Statement 20: Plan the model architecture
Agencies must
Criterion 71: Establish success criteria that covers any AI training and operational limitations for infrastructure and costs.
Ensure alignment with AI system metrics selected at the design stage.
Consider:
- AI system purpose and requirements including explainability
- pre-defined AI system metrics including AI performance metrics
- impact and treatment for false positives and false negatives
- AI operational environment including scalability intentions
- frequency of change in context
- limitations on compute infrastructure
- cost constraints
- operational models such as ModelOps, MLOps, LLMOps, DataOps, and DevOps (see Statement 1 ).
AI training can occur in offline mode, or in online or real-time mode. This is dependent on the business case and the maturity of the data and infrastructure architecture. The risk of the model becoming stale is higher in offline mode, while the risk of the model exhibiting unverified behaviour is higher in online mode.
The training process is interdependent to the infrastructure in the training environment. Complex model architectures with highly specialised learning strategies and large model datasets generally require tailored infrastructure to manage costs.
Criterion 72: Define a model architecture for the use case suitable to the data and AI system operation.
The following will influence the choice of the model architecture and algorithms:
- business requirements – risk thresholds or performance criteria
- purpose of the system – identified stakeholders and the intended outcomes, safety, reproducibility level of AI model outputs, or explainability level for AI outputs
- data – bias, quality, and managing the supply of data to the system
- supporting infrastructure – computational demands, costs, and speed with respect to business needs
- resourcing – the capabilities involved with documentation, oversight, and intervention in training the AI model or reusable assets
- design – the training process will include necessary human oversight and intervention, to ensure responsible AI practices are in place. Consider embedding flexible architecture practices to avoid vendor lock-in.
The model architecture will highlight the variables that will impact the intended outcomes for the system. These variables will include the model dataset, use case application and scalability intentions. These variables will influence which algorithms and learning strategies are chosen to train the AI model.
An AI scientist can test and analyse the model architecture and dataset to identify what is needed to effectively train the system. Additionally, they can outline requirements for the model architecture to comply with data, privacy, and ethical expectations.

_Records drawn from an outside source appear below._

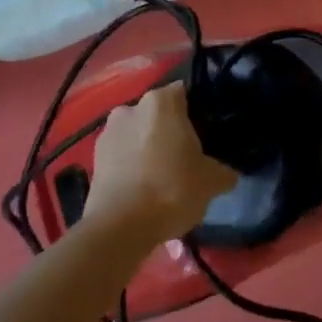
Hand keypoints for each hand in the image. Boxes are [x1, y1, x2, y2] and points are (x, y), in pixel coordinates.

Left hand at [88, 83, 237, 246]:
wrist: (120, 227)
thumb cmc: (172, 190)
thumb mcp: (212, 181)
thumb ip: (224, 171)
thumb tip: (228, 174)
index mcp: (161, 102)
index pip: (185, 94)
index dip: (197, 112)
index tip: (206, 134)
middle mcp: (130, 107)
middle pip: (158, 114)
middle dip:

Consider starting off with simple and small architectures, and add complexity progressively depending on the purpose of the system to simplify debugging and reduce errors. Note that an AI system can contain a combination of multiple models which can add to the complexity.
Generally, a single type of algorithm and training process may not be sufficient to determine optimal models for the AI system. It is usually good practice to train multiple models with various algorithms and training methodologies.
There are options to develop a chain of AI models, or add more complexity, if that better meets the intent of the AI system. Each model could use a different type of algorithm and training process.
Analysis of support and maintenance of the AI system in operation can influence the model architecture. For some use cases, a complete model refresh may be required, noting cost considerations. Alternatives such as updates to pre or post processing could be considered, including updates to the configuration or knowledge repository for RAG for GenAI.
It may not be necessary to retrain models every time new information becomes available, and this should be considered when defining the model architecture. For example, for GenAI, adding new information in RAG can help the AI system remain up to date without the need to retrain the AI model, saving on costs without impacting AI accuracy.
Criterion 73: Select algorithms aligned with the purpose of the AI system and the available data.
There are various forms of algorithms to train an AI model, and it is important to select them based on the AI system requirements, model success criteria, and the available model dataset. A learning strategy is a method to train an AI model and dictates the mathematical computations that will be required during the training process.
Depending on use case, some examples of the types of training processes may include:
- supervised learning – training an AI model with a dataset, made up of observations, that has desired outputs or labels, such as support vector machines or tree-based models
- unsupervised learning – training a model to learn patterns in the dataset itself, where the training dataset does not have desired outputs or labels, such as anomaly detection or transformer LLMs
- reinforcement learning – training a model to maximise pre-defined goals, such as Monte Carlo tree search or fine-tuning models
- transfer learning – a model trained on one task, such as a pre-trained model, is reused as a starting point to enhance model performance on a related, yet different, task
- parameter tuning – optimising a model’s performance by adjusting parameters or hyperparameters of a model, usually adjusted automatically
- model retraining – updating a model with new data
- online or real-time mode – continuously train the model using live data (note that this can significantly increase vulnerability of the AI system, such as data poisoning attacks).
Like traditional software, there are options to reuse, reconfigure, buy, or build models. An agency could reuse off-the-shelf models as-is, fine-tune pre-trained models, use pre-built algorithms, or create new models. The approach taken to training will vary across model types.
- Criterion 74: Set training boundaries in relation to any infrastructure, performance, and cost limitations.
Agencies should
Criterion 75: Start small, scale gradually.
Consider:
- starting off with simple and small architectures and add complexity progressively, depending on the purpose of the system to simplify debugging and reduce errors
- that an AI system can contain a combination of multiple models which can add to the complexity.